Redação Jornal de Brasília

21/09/2022 16h51

O escritor Antón Arrufat tinha 35 anos quando foi marginalizado por sua obra provocadora e por sua preferência sexual. Duas décadas depois, colaborou com o filme “Morango e Chocolate”, que trouxe o tema para o debate público. E, hoje, apoia a legalização do casamento gay em Cuba.

A poucos dias do referendo sobre um novo Código de Família, que prevê o casamento igualitário na ilha, Arrufat relembra o período sombrio que marginalizou os intelectuais, no final dos anos 1960 e parte dos anos 1970, quando o modelo soviético se impôs em Cuba.

“Sim, (fomos) ‘parametrizados’. Essa é a palavra que foi usada”, contou Arrufat, de 87 anos, em entrevista à AFP, entre pinturas e livros, em seu sofisticado apartamento em Havana.

“Nunca soubemos por que estávamos assim.

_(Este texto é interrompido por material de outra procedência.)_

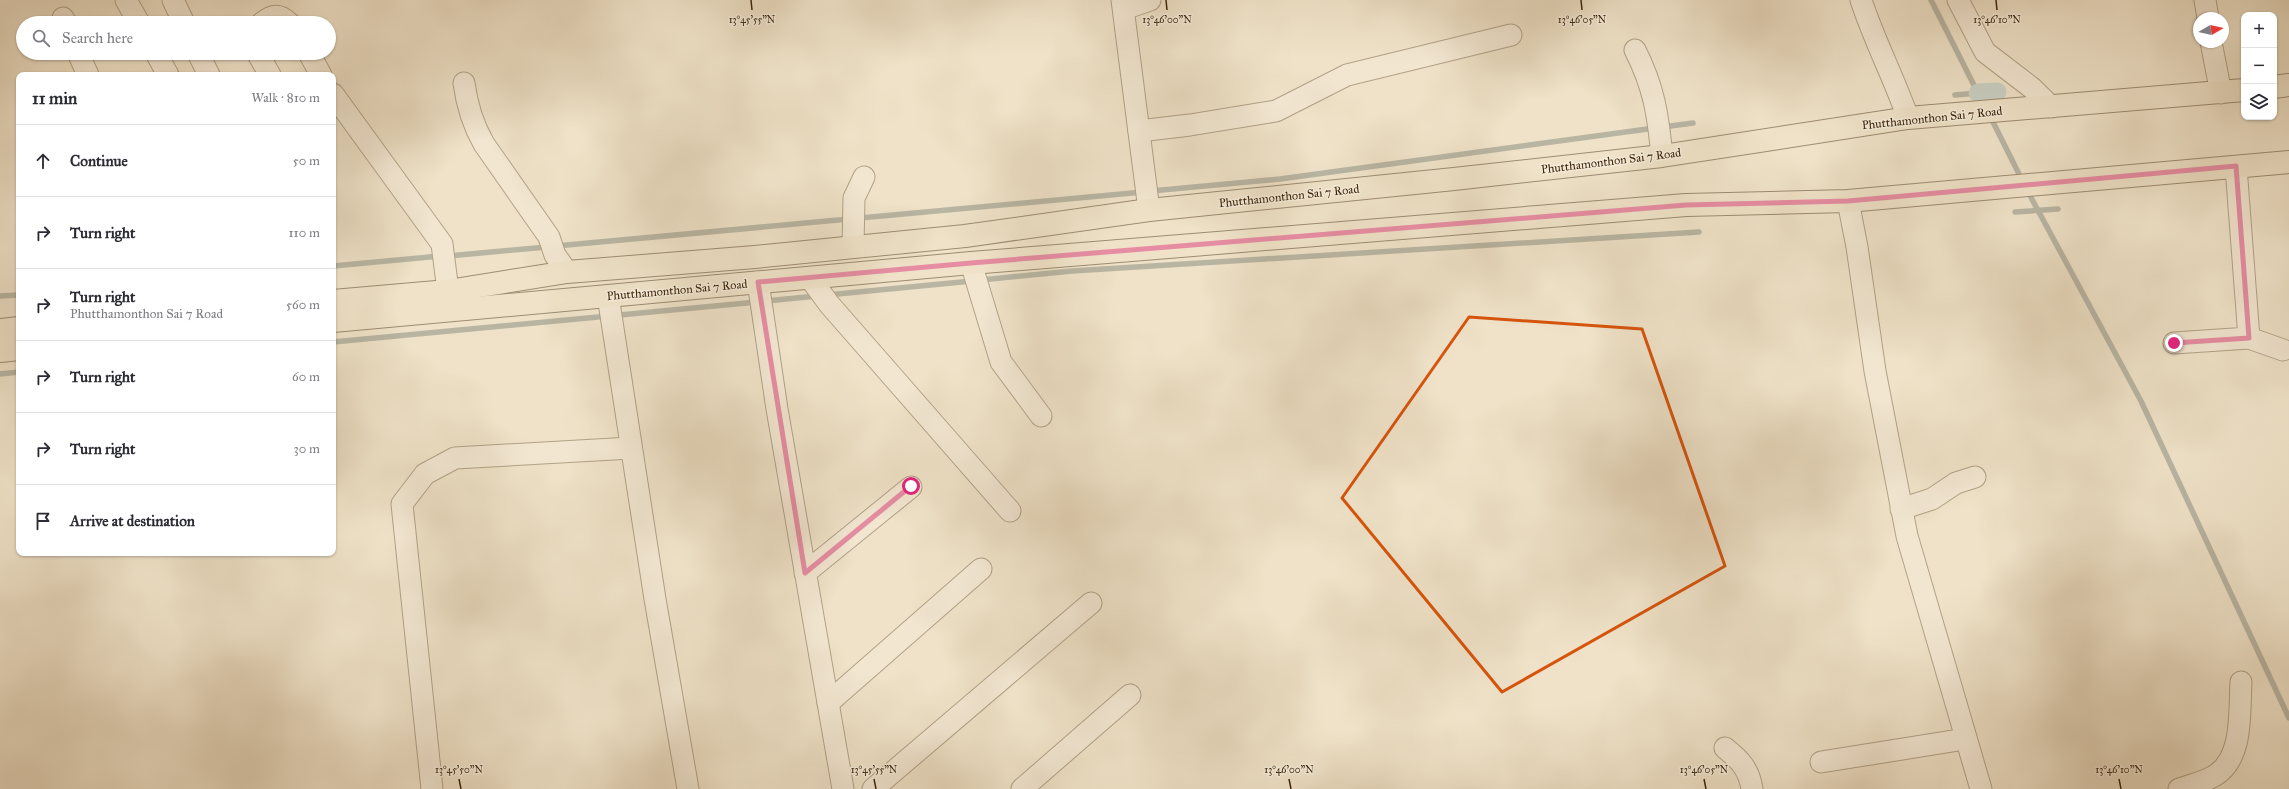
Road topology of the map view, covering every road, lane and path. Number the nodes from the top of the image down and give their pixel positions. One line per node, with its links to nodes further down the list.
1 (126, 0): 9 (street)
2 (173, 0): 10 (street)
3 (1150, 0): 7 (street)
4 (1861, 0): 31 (street)
5 (1958, 0): 30 (street)
6 (2205, 0): 8 (street)
7 (1123, 4): 32 (street)
8 (2207, 12)
9 (135, 16)
10 (181, 16)
11 (1511, 35): 32 (street)
12 (2213, 48): 28 (street)
13 (1634, 50): 33 (street)
14 (81, 60): 19 (street)
15 (160, 60): 20 (street)
16 (202, 60): 21 (street)
17 (261, 60): 22 (street)
18 (313, 60): 23 (street)
19 (87, 72)
20 (166, 72)
21 (208, 72)
22 (268, 72)
23 (319, 72)
24 (464, 83): 40 (street)
25 (2289, 85): 26 (main road)
26 (2277, 87)
27 (2241, 90): 28 (main road, Phutthamonthon Sai 7 Road)
28 (2221, 93): 30 (main road, Phutthamonthon Sai 7 Road)
29 (336, 98): 42 (street)
30 (2051, 107): 31 (main road, Phutthamonthon Sai 7 Road)
31 (1908, 118): 33 (main road, Phutthamonthon Sai 7 Road)
32 (1139, 131): 37 (street)
33 (1662, 156): 37 (main road, Phutthamonthon Sai 7 Road)
34 (2289, 162): 35 (main road, Phutthamonthon Sai 7 Road)
35 (2236, 166): 38 (main road, Phutthamonthon Sai 7 Road); 50 (street)
36 (864, 177): 39 (street)
37 (1148, 198): 39 (main road, Phutthamonthon Sai 7 Road)
38 (1848, 201): 41 (main road, Phutthamonthon Sai 7 Road); 59 (street)
39 (854, 236): 40 (main road, Phutthamonthon Sai 7 Road)
40 (557, 255): 42 (main road, Phutthamonthon Sai 7 Road)
41 (972, 266): 44 (main road, Phutthamonthon Sai 7 Road); 55 (street)
42 (448, 281): 46 (main road, Phutthamonthon Sai 7 Road)
43 (758, 285): 44 (main road, Phutthamonthon Sai 7 Road); 45 (main road, Phutthamonthon Sai 7 Road); 62 (street)
44 (818, 289): 60 (street)
45 (608, 298): 47 (main road, Phutthamonthon Sai 7 Road); 56 (street)
46 (336, 300)
47 (336, 321)
48 (16, 328): 49 (main road)
49 (0, 330)
50 (2249, 338): 51 (street); 53 (street)
51 (2174, 343)
52 (16, 349): 54 (main road)
53 (2283, 350)
54 (0, 351)
55 (1041, 416)
56 (631, 448): 70 (street); 71 (street)
57 (1975, 477): 59 (street)
58 (911, 486): 62 (street)
59 (1902, 509): 67 (street)
60 (1010, 512)
61 (981, 569): 66 (street)
62 (805, 573): 66 (street)
63 (1091, 603): 73 (street)
64 (2241, 682): 77 (street)
65 (1130, 695): 74 (street)
66 (828, 703): 72 (street)
67 (1965, 739): 69 (street); 76 (street)
68 (1725, 748): 75 (street)
69 (1821, 762)
70 (432, 789)
71 (688, 789)
72 (842, 789)
73 (873, 789)
74 (1022, 789)
75 (1752, 789)
76 (1981, 789)
77 (2179, 789)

Ninguém nos disse: ‘vocês cometeram um erro’, nunca”, diz o romancista, poeta e dramaturgo nascido em 1935, em Santiago de Cuba (leste).

“Foram 14 anos enfiado em uma biblioteca municipal”, recordar, acrescentando que trabalhava “no porão” sem poder publicar texto algum.

“Aguentei como um cavalo” e “sofri coisas que um escritor deste país não tinha sofrido”, relata o autor, vencedor do Prêmio Nacional de Literatura de 2000.

O que significava ser um “parametrizado”? Em 1970, as autoridades estabeleceram que os parâmetros morais para um trabalhador confiável eram serem revolucionários e heterossexuais. Caso contrário, o funcionário podia ser realocado para tarefas menores.

“Não éramos mais os mesmos”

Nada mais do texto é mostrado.